[Stored data]
%%
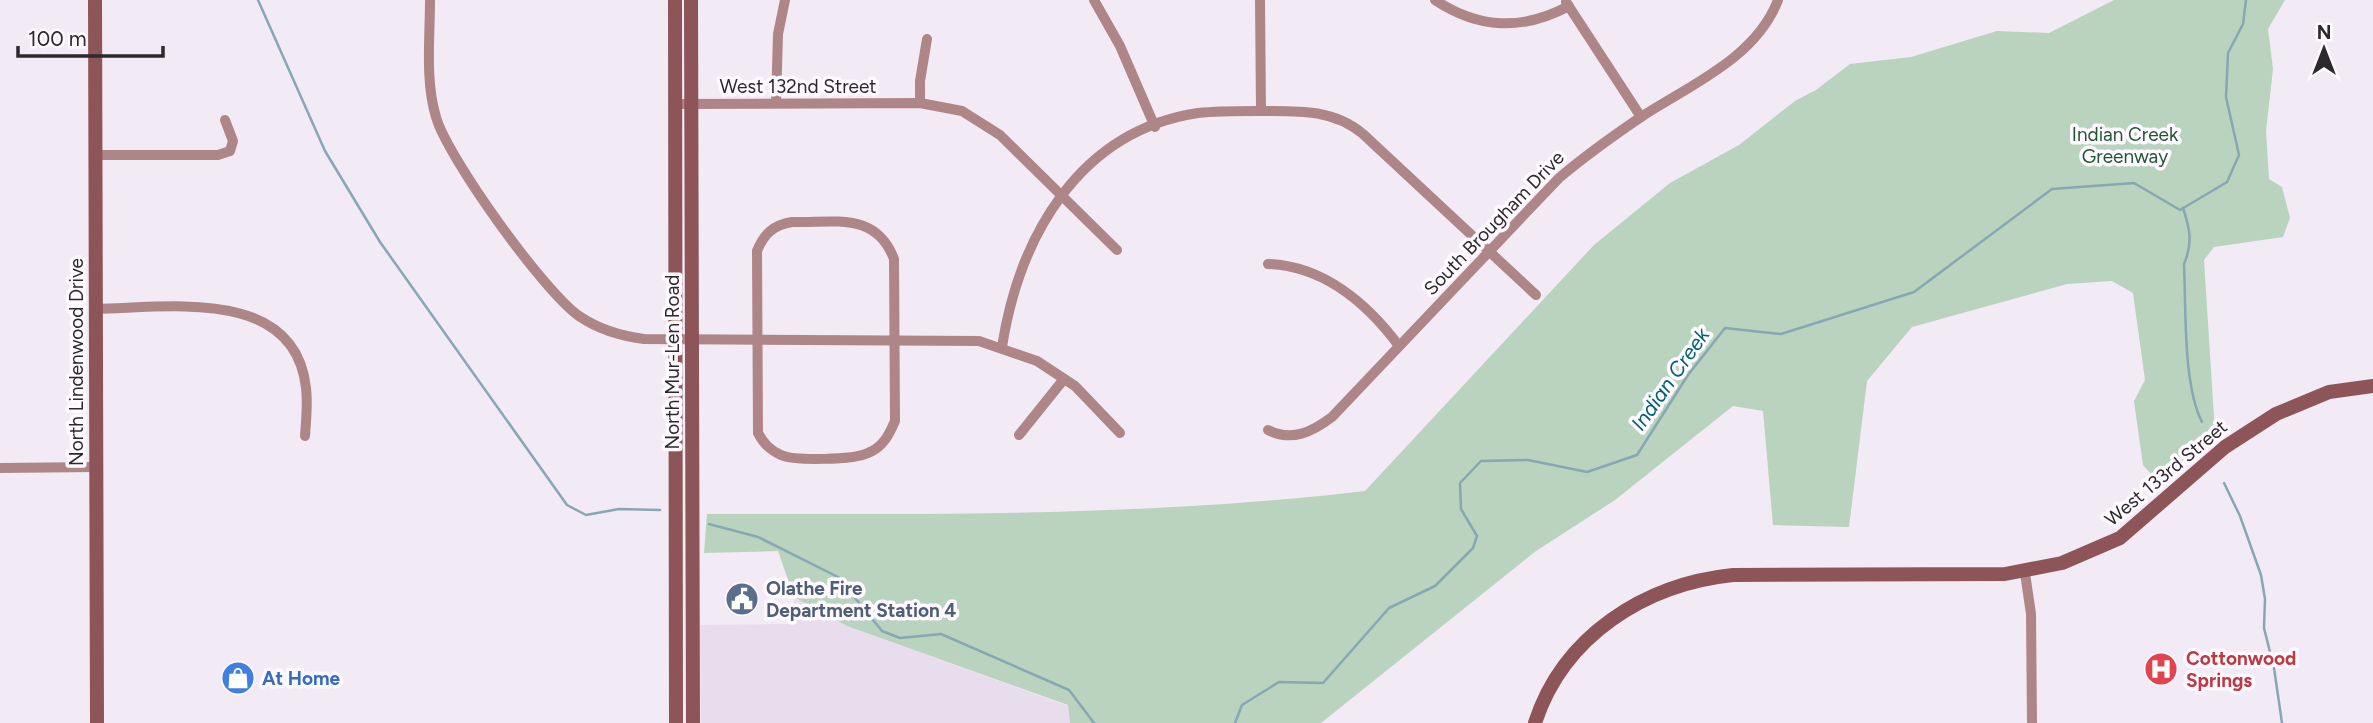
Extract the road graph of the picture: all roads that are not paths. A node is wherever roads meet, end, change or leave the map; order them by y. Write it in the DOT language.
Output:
graph roads {
  1 [pos="94,0"];
  2 [pos="430,0"];
  3 [pos="675,0"];
  4 [pos="691,0"];
  5 [pos="785,0"];
  6 [pos="1094,0"];
  7 [pos="1260,0"];
  8 [pos="1435,0"];
  9 [pos="1778,0"];
  10 [pos="1567,3"];
  11 [pos="927,39"];
  12 [pos="776,103"];
  13 [pos="920,103"];
  14 [pos="676,104"];
  15 [pos="691,104"];
  16 [pos="1261,111"];
  17 [pos="1641,117"];
  18 [pos="225,120"];
  19 [pos="1155,127"];
  20 [pos="94,155"];
  21 [pos="1062,195"];
  22 [pos="1117,250"];
  23 [pos="1489,250"];
  24 [pos="1268,264"];
  25 [pos="1536,295"];
  26 [pos="96,309"];
  27 [pos="756,339"];
  28 [pos="684,340"];
  29 [pos="895,340"];
  30 [pos="1002,346"];
  31 [pos="1399,346"];
  32 [pos="1064,379"];
  33 [pos="2373,386"];
  34 [pos="1268,430"];
  35 [pos="1120,433"];
  36 [pos="1019,435"];
  37 [pos="305,436"];
  38 [pos="96,467"];
  39 [pos="0,468"];
  40 [pos="2025,573"];
  41 [pos="97,723"];
  42 [pos="676,723"];
  43 [pos="693,723"];
  44 [pos="1535,723"];
  45 [pos="2032,723"];
  1 -- 20 [label="street, North Lindenwood Drive"];
  2 -- 28 [label="street"];
  3 -- 14 [label="street, North Mur-Len Road"];
  4 -- 15 [label="street, North Mur-Len Road"];
  5 -- 12 [label="street"];
  6 -- 19 [label="street"];
  7 -- 16 [label="street"];
  8 -- 10 [label="street"];
  9 -- 17 [label="street, South Brougham Drive"];
  10 -- 17 [label="street"];
  11 -- 13 [label="street"];
  12 -- 13 [label="street, West 132nd Street"];
  12 -- 15 [label="street, West 132nd Street"];
  13 -- 21 [label="street, West 132nd Street"];
  14 -- 15 [label="street, West 132nd Street"];
  14 -- 28 [label="street, North Mur-Len Road"];
  15 -- 28 [label="street, North Mur-Len Road"];
  16 -- 19 [label="street"];
  16 -- 23 [label="street"];
  17 -- 23 [label="street, South Brougham Drive"];
  18 -- 20 [label="street"];
  19 -- 21 [label="street"];
  20 -- 26 [label="street, North Lindenwood Drive"];
  21 -- 22 [label="street, West 132nd Street"];
  21 -- 30 [label="street"];
  23 -- 25 [label="street"];
  23 -- 31 [label="street, South Brougham Drive"];
  24 -- 31 [label="street"];
  26 -- 37 [label="street"];
  26 -- 38 [label="street, North Lindenwood Drive"];
  27 -- 28 [label="street"];
  27 -- 29 [label="street"];
  27 -- 29 [label="street"];
  27 -- 29 [label="street"];
  28 -- 42 [label="street, North Mur-Len Road"];
  28 -- 43 [label="street, North Mur-Len Road"];
  29 -- 30 [label="street"];
  30 -- 32 [label="street"];
  31 -- 34 [label="street, South Brougham Drive"];
  32 -- 35 [label="street"];
  32 -- 36 [label="street"];
  33 -- 40 [label="street, West 133rd Street"];
  38 -- 39 [label="street"];
  38 -- 41 [label="street, North Lindenwood Drive"];
  40 -- 44 [label="street, West 133rd Street"];
  40 -- 45 [label="street"];
}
%%
## [Task goal]
Using the data above, tally each line that contains "North". Write only the total.

## [Response area]
10